The method developed by the NUS team can complete the diagnosis process in less than an hour compared to 24-48 hours required for bacterial detection by using conventional methods. Their device is also efficient in separating red blood cells (RBCs) from blood samples as RBCs are non-spherical. This enables rapid detection of diagnostic biomarkers which reside in blood sample.

One of the most challenging aspects for the team was designing and fabricating a device that is capable of detecting even the smallest dimension of bioparticles and still provide reasonably good throughput.

How it works and moving forward

Scientists have tried to address the problem of separating non-spherical bioparticles by using techniques such as restricting the flow of particles but these have not shown to be as effective. However, the NUS Bioengineering team’s I-shape pillar array device has proven to be successful.

The I-shape pillar array induces rotational movements of the non-spherical particles which in turn increases the effective hydrodynamic size of the bioparticles flowing in the device, allowing for efficient separation. Their design is able to provide 100 percent separation of RBCs from blood samples, outperforming conventional cylindrical pillar array designs.

Drawing showing how the I-shape pillar array works
How the I-shape pillar array works. Non-spherical cells such as rod-shaped ones are rotated by I-shape pillar to increase their effective hydrodynamic size, isolating them from samples. Source: National University of Singapore

The device can also potentially separate bioparticles with diverse shapes and sizes. The team has tested their device successfully on rod-shaped bacteria such as Escherichia coli (common bacteria which can cause food poisoning). So far, this has been difficult to achieve using conventional microfluidic chips.

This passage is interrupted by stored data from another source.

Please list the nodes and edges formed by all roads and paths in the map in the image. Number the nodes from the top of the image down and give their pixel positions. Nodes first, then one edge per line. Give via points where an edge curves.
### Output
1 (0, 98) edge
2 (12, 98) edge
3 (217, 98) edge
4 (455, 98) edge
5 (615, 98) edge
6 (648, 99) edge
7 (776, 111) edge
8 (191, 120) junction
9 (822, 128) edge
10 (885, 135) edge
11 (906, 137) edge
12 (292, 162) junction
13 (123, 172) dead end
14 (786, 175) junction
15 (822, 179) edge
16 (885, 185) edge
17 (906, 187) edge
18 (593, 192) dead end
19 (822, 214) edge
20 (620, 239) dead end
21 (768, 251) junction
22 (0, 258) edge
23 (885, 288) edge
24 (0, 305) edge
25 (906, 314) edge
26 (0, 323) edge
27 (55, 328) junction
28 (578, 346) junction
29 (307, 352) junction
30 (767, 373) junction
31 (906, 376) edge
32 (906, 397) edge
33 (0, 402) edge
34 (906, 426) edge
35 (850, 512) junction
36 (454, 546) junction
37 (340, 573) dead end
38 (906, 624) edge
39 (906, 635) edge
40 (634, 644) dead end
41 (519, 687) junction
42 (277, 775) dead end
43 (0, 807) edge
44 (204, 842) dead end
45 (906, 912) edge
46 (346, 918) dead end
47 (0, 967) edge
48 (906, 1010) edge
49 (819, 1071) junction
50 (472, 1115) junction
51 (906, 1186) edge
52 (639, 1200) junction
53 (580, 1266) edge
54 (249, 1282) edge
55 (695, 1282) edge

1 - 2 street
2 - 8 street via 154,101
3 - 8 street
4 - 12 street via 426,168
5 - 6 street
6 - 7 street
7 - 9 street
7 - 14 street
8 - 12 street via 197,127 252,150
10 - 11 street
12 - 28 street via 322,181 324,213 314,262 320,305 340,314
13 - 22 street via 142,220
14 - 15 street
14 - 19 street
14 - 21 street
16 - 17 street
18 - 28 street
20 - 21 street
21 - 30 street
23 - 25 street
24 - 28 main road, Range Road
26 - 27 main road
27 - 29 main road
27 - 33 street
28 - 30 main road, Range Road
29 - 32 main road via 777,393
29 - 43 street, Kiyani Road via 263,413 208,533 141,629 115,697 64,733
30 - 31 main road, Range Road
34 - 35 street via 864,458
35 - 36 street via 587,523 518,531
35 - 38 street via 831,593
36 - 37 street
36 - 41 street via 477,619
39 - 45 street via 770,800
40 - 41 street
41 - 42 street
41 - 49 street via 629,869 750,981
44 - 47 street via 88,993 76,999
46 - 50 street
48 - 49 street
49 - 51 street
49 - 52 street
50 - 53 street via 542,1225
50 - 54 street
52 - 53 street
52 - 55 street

Said Assoc Prof Zhang, “With our current findings, we hope to move on to separate other non-spherical bioparticles like fungi, with higher throughput and efficiency, circumventing the spherical size dependency of current techniques.”

The team’s findings were published in Nature Communications on 27 March 2013, titled: Rotational separation of non-spherical bioparticles using I-shaped pillar arrays in a microfluidic device.